El medio centenar de personas que participan activamente en el desarrollo de la fiesta, la mayoría voluntarios, retomó los trabajos a media tarde, cuando se colocaron las mesas de la degustación y los utensilios necesarios para el embutido de la carne. Las mujeres de la Asociación de Mujeres de Graus "Santa Águeda" y los carniceros comenzaron el embutido de los 1.200 kilogramos de carne en la tripa natural algo más tarde de las 18 horas, todavía con un sol de justicia en la calle Barranco.

Cuando se había embutido prácticamente toda la carne, casi mil metros de longaniza, y el embutido fue colocándose en los módulos que conforman la parrilla, se encendió el fuego.

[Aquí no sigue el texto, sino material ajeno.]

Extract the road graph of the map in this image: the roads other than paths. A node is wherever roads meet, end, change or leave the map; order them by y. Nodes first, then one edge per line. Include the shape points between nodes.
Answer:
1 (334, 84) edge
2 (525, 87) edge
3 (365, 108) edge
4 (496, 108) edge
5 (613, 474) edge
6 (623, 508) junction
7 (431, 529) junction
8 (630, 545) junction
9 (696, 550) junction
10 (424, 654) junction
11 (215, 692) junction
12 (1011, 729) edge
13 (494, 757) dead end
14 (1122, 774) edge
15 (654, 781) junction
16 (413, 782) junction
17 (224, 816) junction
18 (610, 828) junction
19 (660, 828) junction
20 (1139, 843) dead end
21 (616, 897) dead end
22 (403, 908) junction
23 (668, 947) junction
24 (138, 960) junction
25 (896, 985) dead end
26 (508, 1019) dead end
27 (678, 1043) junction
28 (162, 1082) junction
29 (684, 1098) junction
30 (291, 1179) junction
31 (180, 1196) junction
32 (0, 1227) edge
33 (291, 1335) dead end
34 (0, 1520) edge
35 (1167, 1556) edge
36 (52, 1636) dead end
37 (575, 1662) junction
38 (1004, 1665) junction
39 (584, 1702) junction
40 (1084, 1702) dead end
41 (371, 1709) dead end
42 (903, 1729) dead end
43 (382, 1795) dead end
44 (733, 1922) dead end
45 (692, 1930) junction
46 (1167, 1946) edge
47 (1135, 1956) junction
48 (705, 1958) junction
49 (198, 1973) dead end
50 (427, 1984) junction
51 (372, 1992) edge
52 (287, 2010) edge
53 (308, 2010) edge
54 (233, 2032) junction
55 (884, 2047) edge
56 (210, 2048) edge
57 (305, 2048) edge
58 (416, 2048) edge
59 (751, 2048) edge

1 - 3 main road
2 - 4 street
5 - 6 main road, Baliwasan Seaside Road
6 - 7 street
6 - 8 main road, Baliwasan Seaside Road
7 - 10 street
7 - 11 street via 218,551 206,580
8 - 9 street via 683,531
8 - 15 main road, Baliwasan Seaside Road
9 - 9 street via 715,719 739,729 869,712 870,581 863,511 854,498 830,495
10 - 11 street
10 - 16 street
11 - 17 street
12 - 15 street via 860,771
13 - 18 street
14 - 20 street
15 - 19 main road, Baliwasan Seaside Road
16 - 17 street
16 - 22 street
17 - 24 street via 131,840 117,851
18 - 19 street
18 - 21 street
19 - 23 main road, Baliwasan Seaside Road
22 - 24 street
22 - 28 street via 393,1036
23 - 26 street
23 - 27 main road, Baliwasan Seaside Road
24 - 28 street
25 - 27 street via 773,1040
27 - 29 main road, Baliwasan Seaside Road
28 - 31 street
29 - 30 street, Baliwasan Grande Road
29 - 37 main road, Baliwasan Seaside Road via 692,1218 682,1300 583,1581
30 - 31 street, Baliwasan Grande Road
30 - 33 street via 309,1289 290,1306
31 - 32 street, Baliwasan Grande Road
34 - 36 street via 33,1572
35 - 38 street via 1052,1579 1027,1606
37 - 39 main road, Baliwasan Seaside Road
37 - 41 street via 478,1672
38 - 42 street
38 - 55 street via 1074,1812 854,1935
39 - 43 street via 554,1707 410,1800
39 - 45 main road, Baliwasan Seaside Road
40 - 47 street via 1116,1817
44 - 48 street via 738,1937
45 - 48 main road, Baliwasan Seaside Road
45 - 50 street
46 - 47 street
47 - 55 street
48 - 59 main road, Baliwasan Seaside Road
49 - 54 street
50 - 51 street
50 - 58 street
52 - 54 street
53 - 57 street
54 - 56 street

Las autoridades, entre quienes figuraba la alcaldesa de Graus, María Victoria Celaya, acompañada de buena parte de la corporación, y del presidente ribagorzano, José Franch, arrastraron a continuación la parrilla hacia la zona de cocción al filo de las 20,45 horas.

La cocción fue de nuevo el momento más vistoso, pero también el más delicado, por ello se contó, además de con los ocho cocineros guiados por Ángel Sin y con la Brigada Municipal, con la supervisión de Protección Civil, Cruz Roja y Guardia Civil, que garantizaron la seguridad de esta peripecia gastronómica. Las brasas volvieron a alcanzan en algunos puntos los 1.200 grados, por lo que el proceso de cocción requirió concentración y pericia para evitar que la parrilla superara los 550 grados, temperatura por encima de la cual se doblaría. Garantizar la integridad de la parrilla y la correcta cocción fue una de las principales tareas de Ángel Sin y su equipo en los momentos más espectaculares de la velada. Cabe destacar la importancia de la coordinación entre el propio Sin y el responsable de la grúa en el momento de los volteos, que volvieron a deparar las imágenes más impresionantes y vistosas.

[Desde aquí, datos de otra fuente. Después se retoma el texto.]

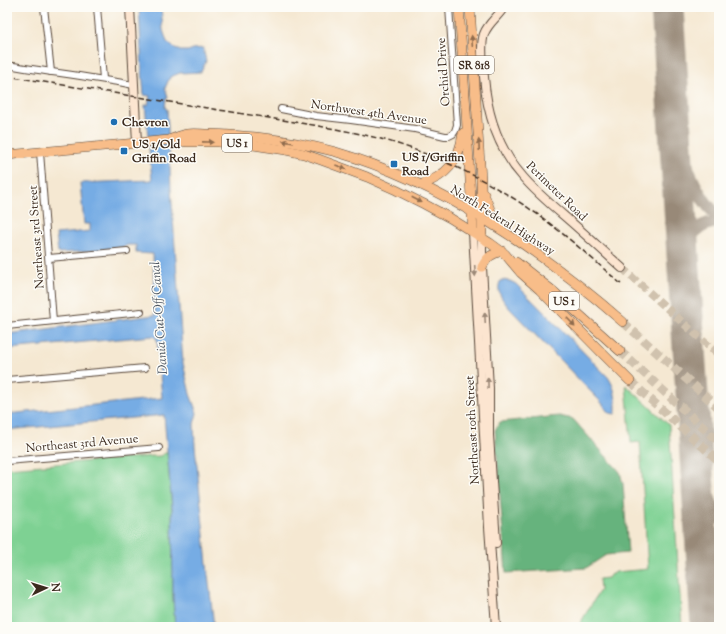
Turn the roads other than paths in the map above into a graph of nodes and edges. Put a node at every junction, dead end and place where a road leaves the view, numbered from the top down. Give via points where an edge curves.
1 (44, 7) edge
2 (97, 7) edge
3 (130, 7) edge
4 (449, 7) edge
5 (459, 7) edge
6 (470, 7) edge
7 (504, 7) edge
8 (7, 65) edge
9 (51, 72) junction
10 (103, 79) junction
11 (134, 85) junction
12 (281, 109) dead end
13 (466, 110) junction
14 (453, 134) joint
15 (169, 140) junction
16 (141, 143) junction
17 (308, 146) junction
18 (40, 152) junction
19 (304, 154) junction
20 (7, 155) edge
21 (481, 183) junction
22 (420, 185) junction
23 (472, 213) junction
24 (482, 219) junction
25 (503, 231) junction
26 (473, 232) junction
27 (482, 238) junction
28 (127, 251) dead end
29 (503, 253) junction
30 (49, 258) junction
31 (482, 267) junction
32 (622, 268) tunnel mouth
33 (141, 312) dead end
34 (53, 321) junction
35 (623, 322) tunnel mouth
36 (7, 326) edge
37 (620, 352) tunnel mouth
38 (145, 368) dead end
39 (7, 380) edge
40 (630, 381) tunnel mouth
41 (159, 448) dead end
42 (7, 461) edge
43 (488, 461) junction
44 (492, 568) junction
45 (498, 579) junction
46 (496, 627) edge
47 (501, 627) edge

1 - 9 street
2 - 10 street
3 - 11 street
4 - 14 street, Orchid Drive via 457,125
5 - 13 main road, SR 818
21 -> 6 main road, SR 818
7 - 32 street, Perimeter Road via 488,26 482,47 486,98 498,138 514,166 529,184
8 - 9 street
9 - 10 street
10 - 11 street
11 - 16 street
12 - 14 street, Northwest 4th Avenue via 415,129 445,136
13 - 22 main road via 461,145 454,161 439,177
13 - 23 main road, SR 818
15 - 16 main road, North Federal Highway / US 1
17 -> 15 main road, North Federal Highway / US 1 via 267,138 232,135 186,134
15 -> 19 main road, North Federal Highway / US 1 via 253,144
16 - 18 main road, North Federal Highway / US 1
17 - 19 street
17 - 22 main road, North Federal Highway / US 1 via 336,152 390,171
18 - 20 main road, North Federal Highway / US 1
18 - 30 street, Northeast 3rd Street
19 -> 26 main road, North Federal Highway / US 1 via 396,190
21 - 24 main road, SR 818
21 - 25 main road via 490,212
22 - 23 main road, North Federal Highway / US 1
23 - 24 main road, North Federal Highway / US 1
23 - 26 main road, SR 818
24 - 25 main road, North Federal Highway / US 1
24 - 27 main road, SR 818
25 - 35 main road, North Federal Highway / US 1 via 569,277
26 - 27 main road, North Federal Highway / US 1
26 -> 43 street, Northeast 10th Street
27 - 29 main road, North Federal Highway / US 1
27 - 31 street, Northeast 10th Street
28 - 30 street
29 - 31 main road via 489,256
29 - 37 main road, North Federal Highway / US 1 via 553,291
29 -> 40 main road via 520,273 530,280
30 - 34 street, Northeast 3rd Street
43 -> 31 street, Northeast 10th Street via 488,357
33 - 34 street
34 - 36 street
38 - 39 street
41 - 42 street, Northeast 3rd Avenue
43 - 44 street, Northeast 10th Street
43 - 45 street, Northeast 10th Street
44 - 45 street
44 - 46 street, Northeast 10th Street
45 - 47 street, Northeast 10th Street

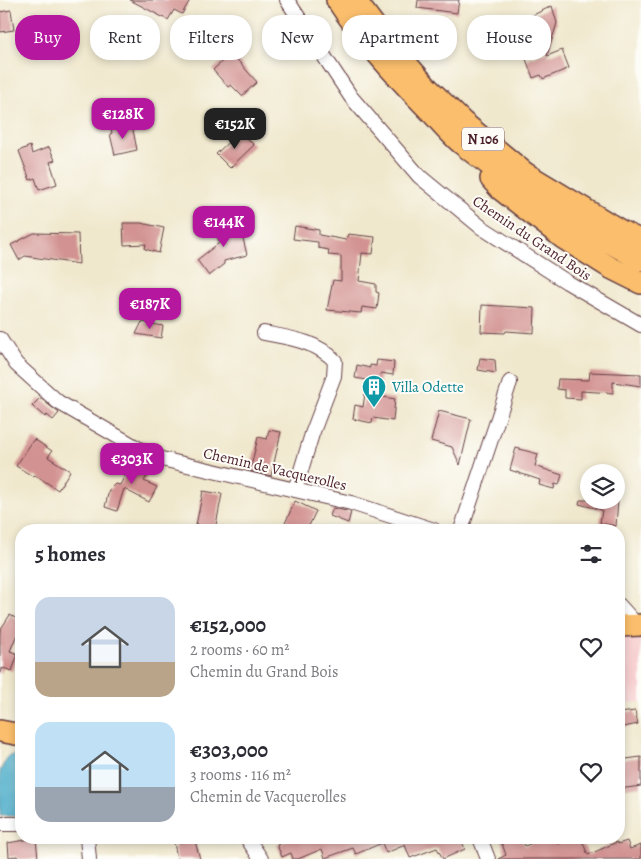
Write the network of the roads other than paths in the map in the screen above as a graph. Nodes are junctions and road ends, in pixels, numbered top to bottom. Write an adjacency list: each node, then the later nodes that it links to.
1 (287, 0): 8 (street, Chemin du Grand Bois)
2 (337, 0): 4 (main road, N 106)
3 (355, 0): 5 (main road, N 106)
4 (460, 142): 6 (main road, N 106); 7 (main road)
5 (641, 241)
6 (641, 260)
7 (641, 283)
8 (641, 325)
9 (264, 332): 12 (street)
10 (0, 339): 12 (street, Chemin de Vacquerolles)
11 (510, 382): 14 (street)
12 (295, 490): 13 (street, Chemin de Vacquerolles)
13 (416, 524)
14 (463, 524)
15 (625, 614): 16 (street)
16 (632, 625)
17 (0, 824): 18 (street)
18 (15, 824)
19 (88, 844): 22 (street)
20 (252, 844): 23 (street)
21 (482, 844): 24 (street)
22 (89, 859)
23 (261, 859)
24 (488, 859)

Como colofón al espectáculo visual, el gastronómico en una degustación en la que la Asociación de Mujeres de Graus "Santa Águeda" volvió a ser imprescindible. Se repartieron 8.000 raciones de longaniza con pan para que vecinos y visitantes terminaran la fiesta con un inmejorable sabor de boca. Como novedad y para agilizar el reparto, se añadió una nueva zona para distribuir la longaniza simétrica a la que se venía utilizando en los últimos años.